Maimun backed off and with a wave of his hand the smoke vanished, though the faint tendrils from the floor beneath him remained. The change felt like a cool breeze. Another wave of his hand and a desk appeared atop the ashes with the pile of papers. Along the edge next to the computer monitor stood a family of troll dolls, each with its neon hair pulled straight up into a point. Sticky notes pasted to the monitor reminded of a woman named Margaret’s birthday next week.
“Whose desk is this?”
“Does it matter?”
The trolls gazed vacantly into the distance. “Do you like these things?”

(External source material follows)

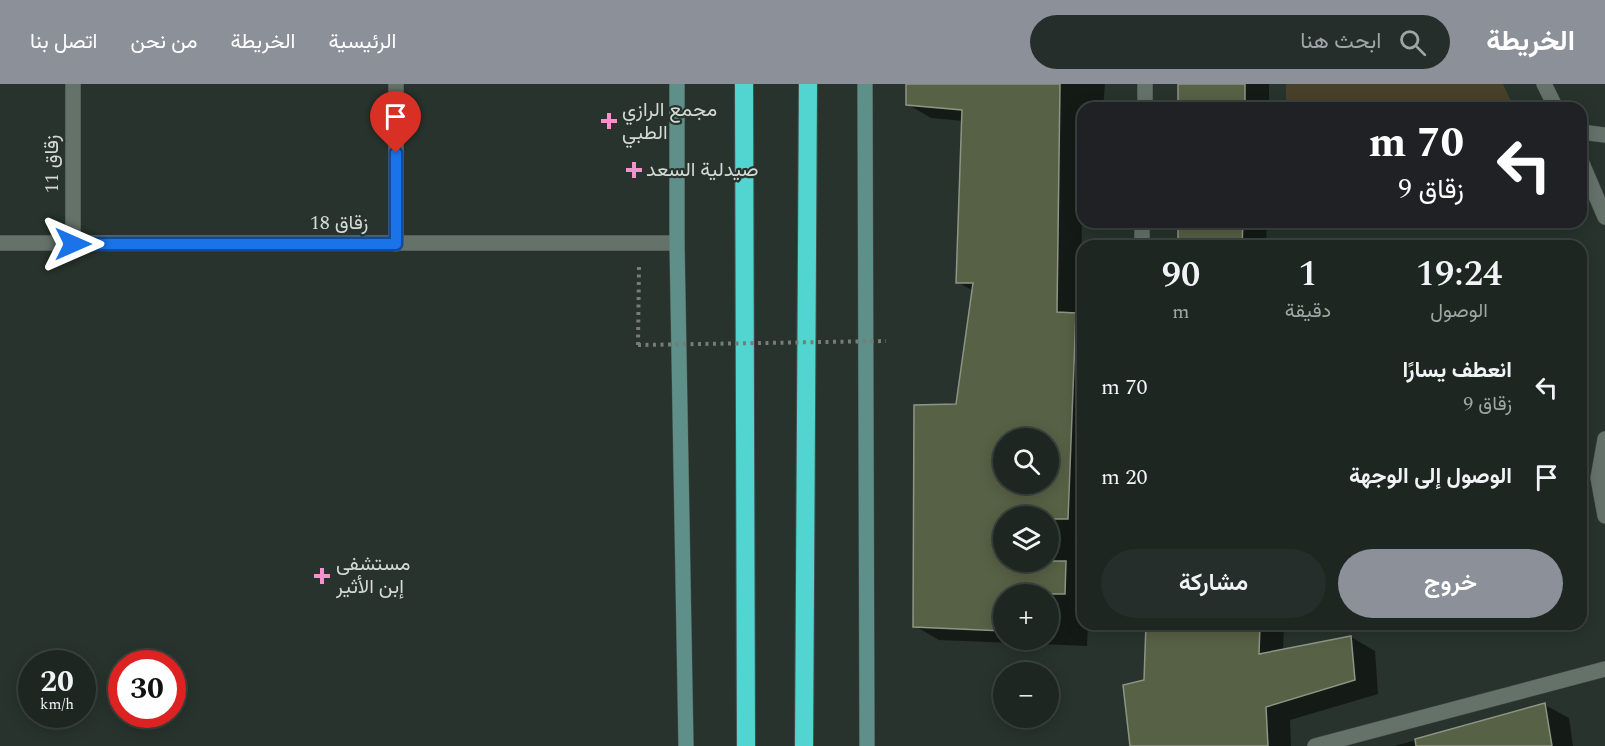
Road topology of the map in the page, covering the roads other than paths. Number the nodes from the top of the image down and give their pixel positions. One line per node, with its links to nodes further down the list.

Maimun lifted his chest. “They’re more accurate than most of your folklore.”
“Oh—okay.” Charlotte wiped her forehead and brushed sweaty hands on her dress. She scooted closer to the stranger’s desk. “I will need more time to get through this, and having you loom over me isn’t helping.”
“Your care is selective,” Maimun said, floating back and forth with his massive arms clasped behind his back. “You guard it so closely I cannot see deeper. Most curious.”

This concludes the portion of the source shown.